Most of those visit our ranch pay little attention to my explanation about wholes, three-part goals, guidelines, planning, monitoring, decision-making, etc. Usually, they leave the ranch full of admiration at the amount of grass and cattle they've seen, and with notebooks full of sketches. This is very frustrating.

We've not achieved what we have by means of a grazing system, but through a different way of managing grazings by planning, monitoring, and controlling that in turn belongs to a larger management model (HRM).

Once I was able to view myself as a part--and only a part--of larger wholes, all the tenets of conventional management began to fall one after another: nature as a passive object, engineering as a godlike endeavor; species divided into "good" and "bad"; weather as a problem; technology as the paramount solution; my family and my personal life as something apart from the way I make my living.

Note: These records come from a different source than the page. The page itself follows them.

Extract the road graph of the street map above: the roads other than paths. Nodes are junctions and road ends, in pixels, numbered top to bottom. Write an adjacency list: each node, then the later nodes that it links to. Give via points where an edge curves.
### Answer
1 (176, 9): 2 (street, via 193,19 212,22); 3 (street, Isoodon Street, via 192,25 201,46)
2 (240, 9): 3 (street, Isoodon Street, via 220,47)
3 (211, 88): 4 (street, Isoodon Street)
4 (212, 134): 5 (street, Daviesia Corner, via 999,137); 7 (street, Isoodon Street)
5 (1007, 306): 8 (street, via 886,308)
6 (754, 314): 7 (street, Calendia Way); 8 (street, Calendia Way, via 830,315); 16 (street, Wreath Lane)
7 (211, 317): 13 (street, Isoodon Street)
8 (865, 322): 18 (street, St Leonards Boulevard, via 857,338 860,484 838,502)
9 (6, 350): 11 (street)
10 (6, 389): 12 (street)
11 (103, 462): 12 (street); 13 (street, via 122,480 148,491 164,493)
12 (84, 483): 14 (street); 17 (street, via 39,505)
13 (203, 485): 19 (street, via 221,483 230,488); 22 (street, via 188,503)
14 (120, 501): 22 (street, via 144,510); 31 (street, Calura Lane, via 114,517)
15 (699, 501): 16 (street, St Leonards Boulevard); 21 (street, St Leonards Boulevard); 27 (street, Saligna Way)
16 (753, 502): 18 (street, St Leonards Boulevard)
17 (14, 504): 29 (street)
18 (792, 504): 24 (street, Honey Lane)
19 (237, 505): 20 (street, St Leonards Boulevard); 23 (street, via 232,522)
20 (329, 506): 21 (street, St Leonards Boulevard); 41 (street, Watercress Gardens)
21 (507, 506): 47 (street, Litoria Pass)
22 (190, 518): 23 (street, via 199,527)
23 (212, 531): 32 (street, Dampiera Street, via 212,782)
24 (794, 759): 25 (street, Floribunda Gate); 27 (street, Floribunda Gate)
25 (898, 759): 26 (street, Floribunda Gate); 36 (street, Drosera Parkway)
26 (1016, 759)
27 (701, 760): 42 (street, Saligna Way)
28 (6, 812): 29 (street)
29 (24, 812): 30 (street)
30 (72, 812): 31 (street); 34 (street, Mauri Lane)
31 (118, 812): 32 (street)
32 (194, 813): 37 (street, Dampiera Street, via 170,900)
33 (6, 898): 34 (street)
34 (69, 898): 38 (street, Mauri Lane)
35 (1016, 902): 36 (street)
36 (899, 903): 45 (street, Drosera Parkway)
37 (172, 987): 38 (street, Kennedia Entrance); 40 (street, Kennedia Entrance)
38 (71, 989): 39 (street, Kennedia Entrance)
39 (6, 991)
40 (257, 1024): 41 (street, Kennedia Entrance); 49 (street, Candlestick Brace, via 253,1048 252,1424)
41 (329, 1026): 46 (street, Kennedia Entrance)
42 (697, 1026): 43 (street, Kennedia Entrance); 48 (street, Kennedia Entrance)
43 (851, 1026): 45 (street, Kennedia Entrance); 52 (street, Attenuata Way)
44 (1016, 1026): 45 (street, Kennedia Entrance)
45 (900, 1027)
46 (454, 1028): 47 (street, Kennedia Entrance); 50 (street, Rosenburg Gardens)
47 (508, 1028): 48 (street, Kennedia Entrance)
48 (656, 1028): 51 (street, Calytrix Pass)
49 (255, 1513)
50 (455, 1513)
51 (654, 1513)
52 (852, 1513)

My approach to problems--my diagnostic framework--has also changed. Now when I detect a "problem," I take it rather as a symptom, or indicator, of an underlying, less visible problem. Instead of asking myself how I can overrule it, I ask what I have done to create it in the first place.

Finally, the way I make decisions has changed accordingly. I now assess every decision in the context of how it affects the whole (cattle, grass, environment, people, my family, myself) and relate it to the never-ending question, "what do I want?" (my goal). For me, Holistic Resource Management hasn't been a static cure-all recipe, nor even a final answer to my questions, but it has provided a framework for my decisions and place from which to start. After so many years of uncertainty, I now feel the best is yet to come.